Prophylactic IVCFs should be inserted within 48 hours of injury in specific trauma patients at high risk for PE and with contraindications to anticoagulation.
INFERIOR VENA cava filters (IVCFs) are being used with increasing frequency in trauma patients because of the heightened risk of deep vein thrombosis (DVT) and threat of subsequent pulmonary embolism (PE). The incidence of DVT in trauma patients may be as high as 20% to 58%, and the true incidence of PE is unknown. Unfortunately, some investigators have found that routine thromboembolism prophylaxis with sequential compression devices (SCDs), and low-dose heparin sodium is relatively ineffective in high-risk trauma patients.

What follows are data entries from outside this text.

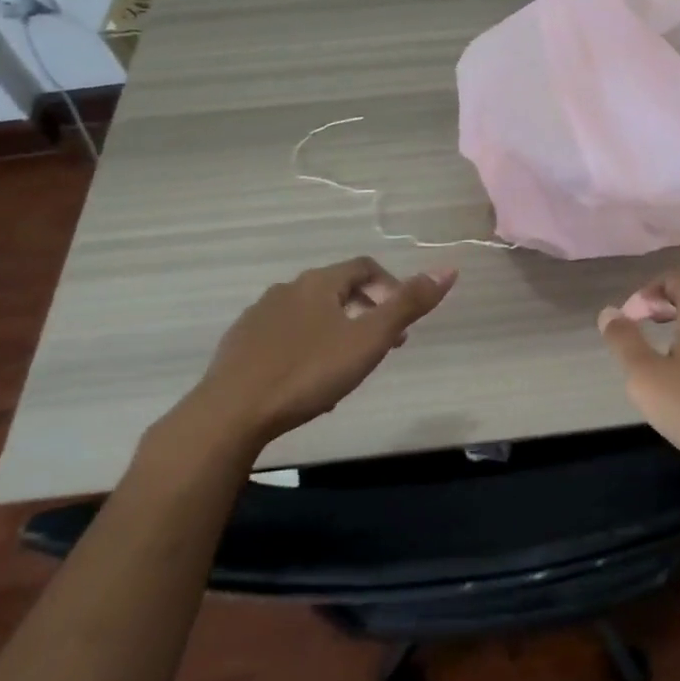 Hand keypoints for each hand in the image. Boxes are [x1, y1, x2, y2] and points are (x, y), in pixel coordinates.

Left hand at [173, 257, 456, 458]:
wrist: (230, 413)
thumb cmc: (308, 373)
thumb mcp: (368, 340)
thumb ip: (408, 305)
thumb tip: (449, 269)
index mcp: (318, 283)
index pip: (364, 267)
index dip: (390, 286)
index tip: (403, 321)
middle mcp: (287, 289)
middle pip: (338, 290)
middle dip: (366, 312)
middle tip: (383, 346)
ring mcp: (259, 316)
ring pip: (311, 315)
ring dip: (337, 331)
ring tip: (348, 367)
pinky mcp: (240, 345)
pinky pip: (285, 337)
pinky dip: (307, 348)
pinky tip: (309, 381) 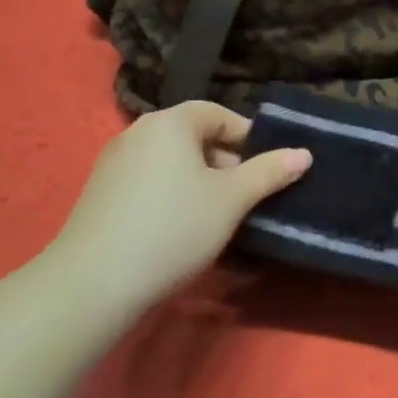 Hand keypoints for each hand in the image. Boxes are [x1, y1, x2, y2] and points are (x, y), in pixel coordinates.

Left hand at [47, 102, 310, 307]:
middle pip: (194, 137)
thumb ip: (270, 172)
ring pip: (172, 163)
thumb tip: (304, 153)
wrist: (93, 283)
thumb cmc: (174, 228)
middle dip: (226, 163)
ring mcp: (113, 163)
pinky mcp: (100, 194)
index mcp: (170, 122)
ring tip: (220, 217)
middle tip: (247, 197)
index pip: (218, 114)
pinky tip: (182, 230)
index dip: (248, 138)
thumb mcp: (232, 200)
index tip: (268, 168)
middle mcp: (138, 133)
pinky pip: (150, 183)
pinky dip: (173, 196)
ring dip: (201, 183) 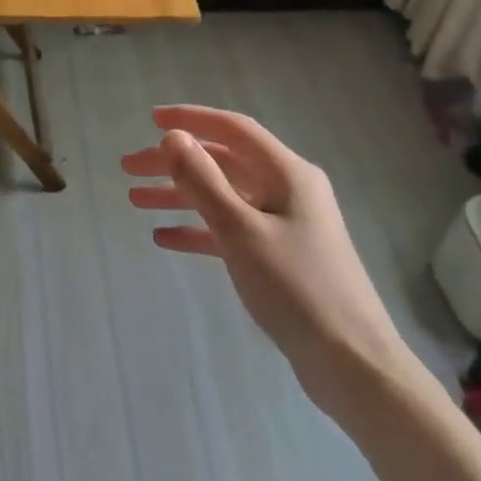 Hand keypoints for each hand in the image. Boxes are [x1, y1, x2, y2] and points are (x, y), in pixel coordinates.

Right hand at [121, 106, 413, 413]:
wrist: (351, 362)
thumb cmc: (296, 288)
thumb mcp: (241, 230)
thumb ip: (204, 181)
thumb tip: (173, 136)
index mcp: (287, 173)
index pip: (233, 130)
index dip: (191, 119)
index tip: (150, 118)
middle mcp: (288, 190)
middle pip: (222, 163)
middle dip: (175, 163)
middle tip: (129, 168)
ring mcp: (284, 224)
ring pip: (223, 197)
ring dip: (180, 195)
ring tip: (135, 200)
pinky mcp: (279, 256)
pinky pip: (230, 231)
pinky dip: (198, 230)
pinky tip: (164, 238) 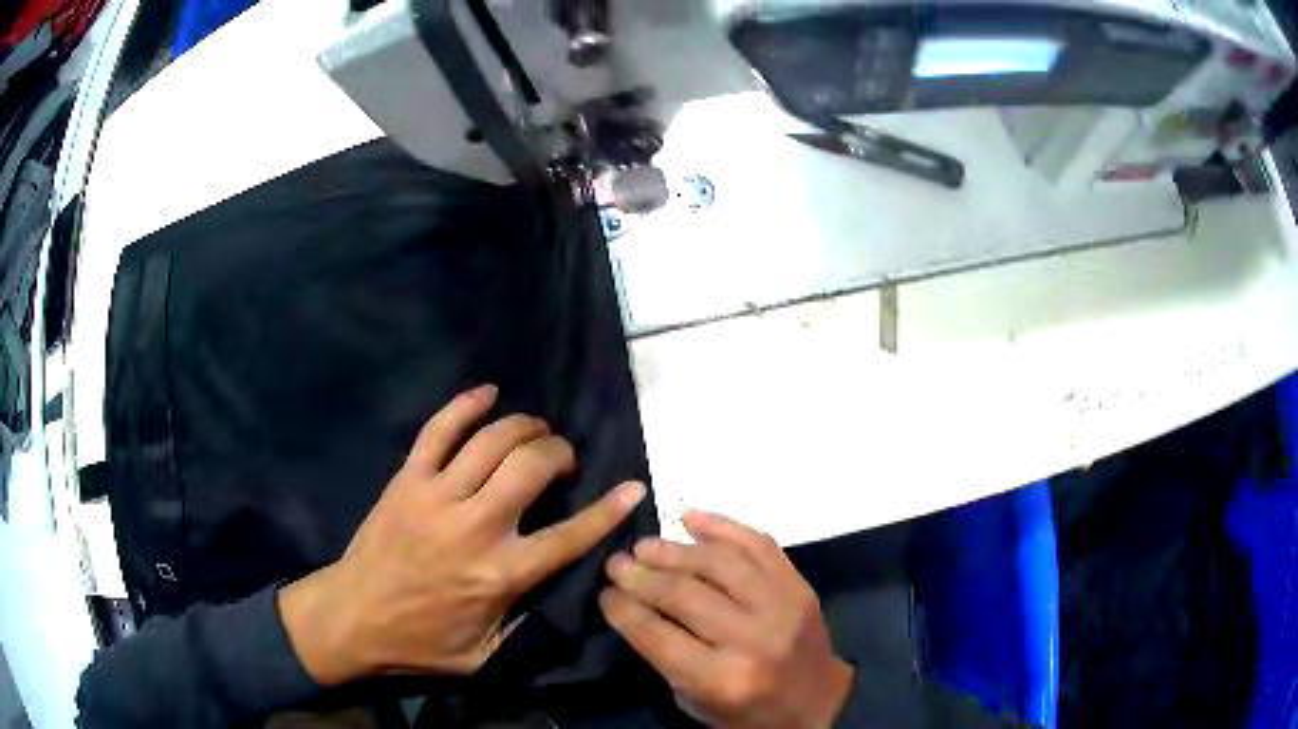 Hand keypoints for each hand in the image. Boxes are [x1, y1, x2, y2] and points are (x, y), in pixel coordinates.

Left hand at [279, 385, 645, 685]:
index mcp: (501, 574)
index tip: (633, 488)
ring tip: (535, 432)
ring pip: (492, 442)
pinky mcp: (407, 481)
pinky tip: (487, 393)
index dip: (608, 510)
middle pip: (531, 468)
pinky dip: (465, 405)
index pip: (570, 536)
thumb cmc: (421, 643)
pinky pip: (438, 430)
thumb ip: (527, 627)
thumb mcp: (486, 656)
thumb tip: (560, 595)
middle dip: (559, 454)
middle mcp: (475, 527)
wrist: (351, 619)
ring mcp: (436, 497)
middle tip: (562, 461)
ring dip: (524, 427)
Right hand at [600, 511, 852, 728]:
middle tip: (617, 563)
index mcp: (722, 679)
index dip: (622, 609)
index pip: (657, 634)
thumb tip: (634, 603)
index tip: (604, 592)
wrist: (819, 704)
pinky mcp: (799, 587)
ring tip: (645, 545)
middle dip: (640, 576)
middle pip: (684, 595)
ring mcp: (782, 607)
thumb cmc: (748, 712)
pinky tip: (690, 519)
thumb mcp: (695, 701)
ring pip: (719, 563)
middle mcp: (752, 639)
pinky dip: (723, 526)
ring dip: (674, 550)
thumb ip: (666, 655)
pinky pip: (759, 544) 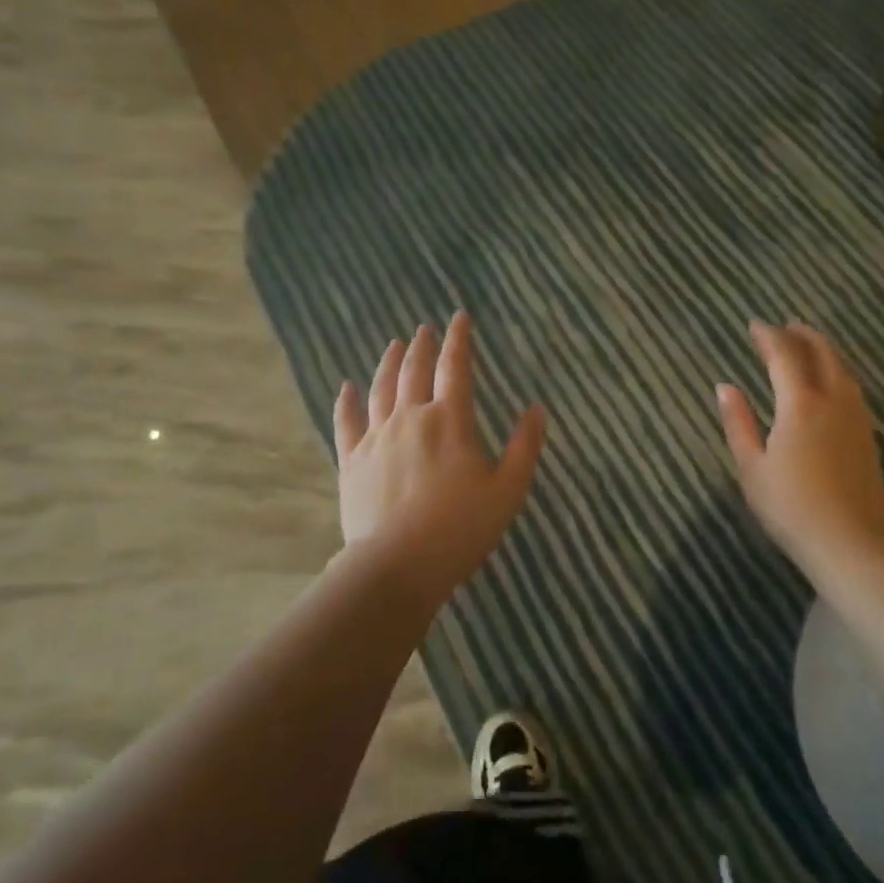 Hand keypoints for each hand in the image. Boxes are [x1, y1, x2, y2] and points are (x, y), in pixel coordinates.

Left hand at [334, 311, 545, 606]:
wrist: (397, 566)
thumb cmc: (460, 529)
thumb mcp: (508, 490)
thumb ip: (525, 446)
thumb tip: (537, 408)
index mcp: (450, 421)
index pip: (456, 367)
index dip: (459, 339)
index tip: (460, 317)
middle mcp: (410, 418)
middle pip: (414, 371)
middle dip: (422, 346)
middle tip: (425, 328)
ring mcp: (376, 438)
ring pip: (381, 388)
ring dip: (388, 362)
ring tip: (393, 344)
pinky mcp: (351, 461)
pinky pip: (346, 421)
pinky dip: (346, 401)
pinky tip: (346, 387)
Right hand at [717, 321, 883, 582]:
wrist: (849, 542)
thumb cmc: (789, 506)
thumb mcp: (750, 466)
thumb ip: (738, 422)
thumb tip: (725, 386)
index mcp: (800, 404)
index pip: (784, 356)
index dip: (768, 337)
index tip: (754, 325)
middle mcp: (832, 402)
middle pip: (822, 355)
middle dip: (803, 336)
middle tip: (787, 325)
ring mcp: (856, 419)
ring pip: (843, 371)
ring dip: (825, 351)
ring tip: (811, 345)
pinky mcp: (869, 437)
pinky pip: (853, 390)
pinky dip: (838, 373)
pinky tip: (832, 384) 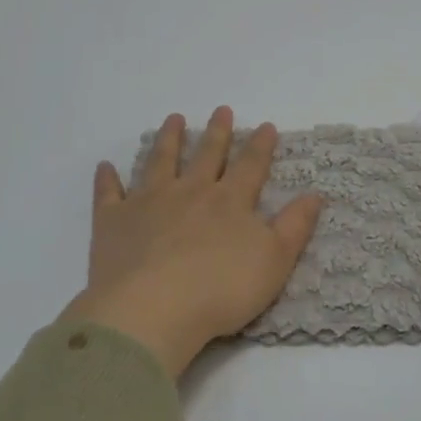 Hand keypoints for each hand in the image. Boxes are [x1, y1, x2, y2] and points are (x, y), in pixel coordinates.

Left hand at [70, 107, 324, 377]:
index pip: (250, 166)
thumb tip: (315, 194)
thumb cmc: (221, 290)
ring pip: (160, 162)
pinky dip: (108, 179)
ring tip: (174, 119)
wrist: (153, 310)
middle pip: (207, 155)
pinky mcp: (113, 222)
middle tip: (221, 110)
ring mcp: (149, 203)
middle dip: (217, 132)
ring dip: (168, 140)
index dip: (261, 146)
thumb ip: (295, 226)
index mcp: (229, 202)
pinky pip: (109, 194)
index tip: (267, 125)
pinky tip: (106, 166)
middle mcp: (190, 192)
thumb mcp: (275, 261) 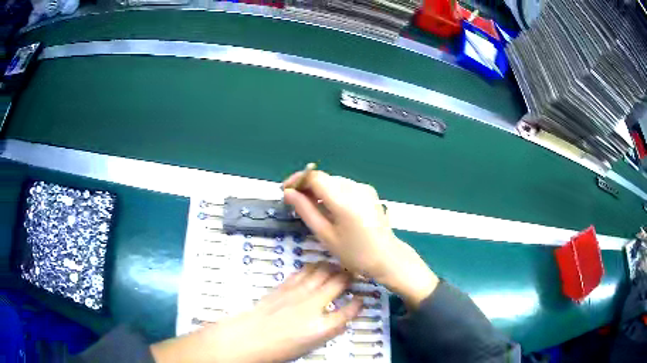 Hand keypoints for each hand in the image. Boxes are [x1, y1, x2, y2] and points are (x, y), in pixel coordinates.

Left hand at [151, 263, 361, 362]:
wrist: (248, 338)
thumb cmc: (279, 349)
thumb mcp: (310, 345)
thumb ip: (328, 330)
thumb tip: (340, 318)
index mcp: (322, 326)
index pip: (349, 310)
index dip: (359, 303)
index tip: (363, 298)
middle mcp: (313, 306)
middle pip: (338, 283)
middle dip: (350, 277)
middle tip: (356, 274)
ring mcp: (297, 293)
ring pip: (322, 272)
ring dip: (333, 267)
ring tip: (340, 266)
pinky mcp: (284, 287)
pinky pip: (303, 272)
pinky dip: (314, 267)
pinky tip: (317, 267)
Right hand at [283, 171, 438, 307]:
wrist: (387, 258)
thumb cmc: (354, 253)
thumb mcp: (325, 235)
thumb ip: (306, 210)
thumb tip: (288, 193)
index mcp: (344, 199)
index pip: (314, 177)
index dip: (297, 180)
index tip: (285, 191)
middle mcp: (355, 187)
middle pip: (324, 178)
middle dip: (306, 186)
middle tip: (294, 202)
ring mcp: (364, 188)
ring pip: (333, 181)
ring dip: (319, 189)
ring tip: (309, 207)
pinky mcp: (369, 192)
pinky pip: (344, 186)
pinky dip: (332, 193)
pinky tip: (328, 208) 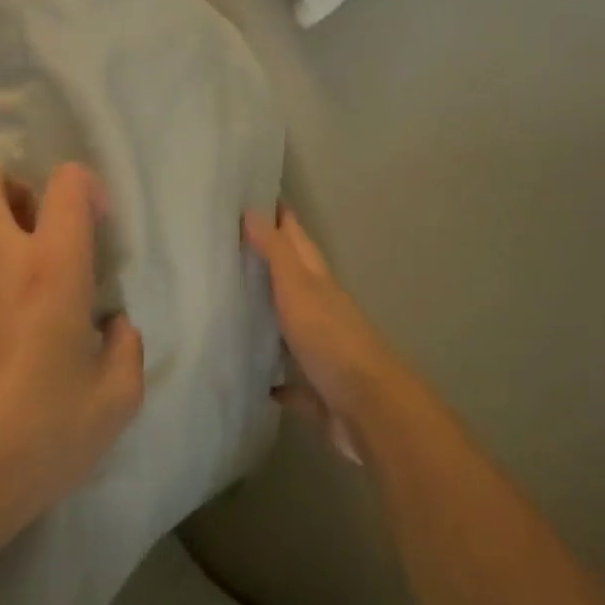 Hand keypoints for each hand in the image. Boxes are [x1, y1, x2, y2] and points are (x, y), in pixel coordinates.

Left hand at [0, 161, 144, 567]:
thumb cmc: (37, 437)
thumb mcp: (114, 402)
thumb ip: (126, 349)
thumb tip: (113, 327)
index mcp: (52, 266)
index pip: (66, 182)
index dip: (84, 187)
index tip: (93, 226)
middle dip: (10, 186)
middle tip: (32, 228)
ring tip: (7, 320)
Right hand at [243, 207, 408, 465]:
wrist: (369, 410)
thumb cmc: (331, 339)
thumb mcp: (298, 287)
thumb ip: (275, 251)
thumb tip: (252, 209)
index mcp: (318, 282)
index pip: (298, 240)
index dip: (282, 218)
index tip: (258, 195)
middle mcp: (322, 311)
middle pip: (295, 279)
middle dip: (271, 262)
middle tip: (235, 247)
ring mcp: (322, 351)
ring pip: (292, 326)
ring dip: (272, 316)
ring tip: (236, 306)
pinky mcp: (318, 391)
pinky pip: (294, 380)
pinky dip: (278, 377)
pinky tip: (258, 379) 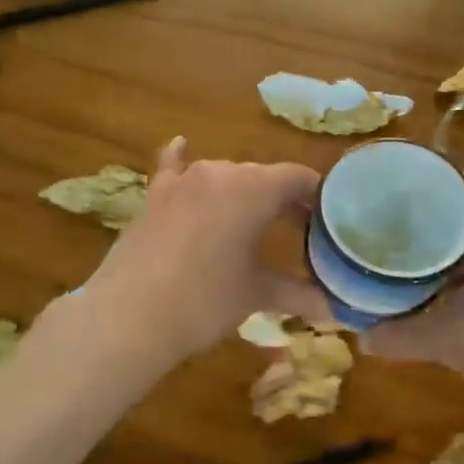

Additionally, many patients are not candidates for anticoagulation because of their associated traumatic injuries, and SCDs may be difficult to place on patients with major long-bone fractures.
Clinical signs of DVT are generally absent, and fatal PE frequently occurs without prior warning, with only a third of fatal PE cases diagnosed before death. Thus, insertion of IVCFs in high-risk trauma patients prior to DVT and/or PE should be able to reduce the incidence of lethal PE. The development of safe and effective, percutaneously placed IVCFs has stimulated an increase in the use of prophylactic IVCFs in high-risk trauma patients in an effort to reduce the incidence of PE.Some institutions have noted a decreased incidence of PE in trauma patients with prophylactic IVCFs.Others, however, have demonstrated conflicting results, noting no difference or an actual increase in the incidence of PE with prophylactic IVCFs.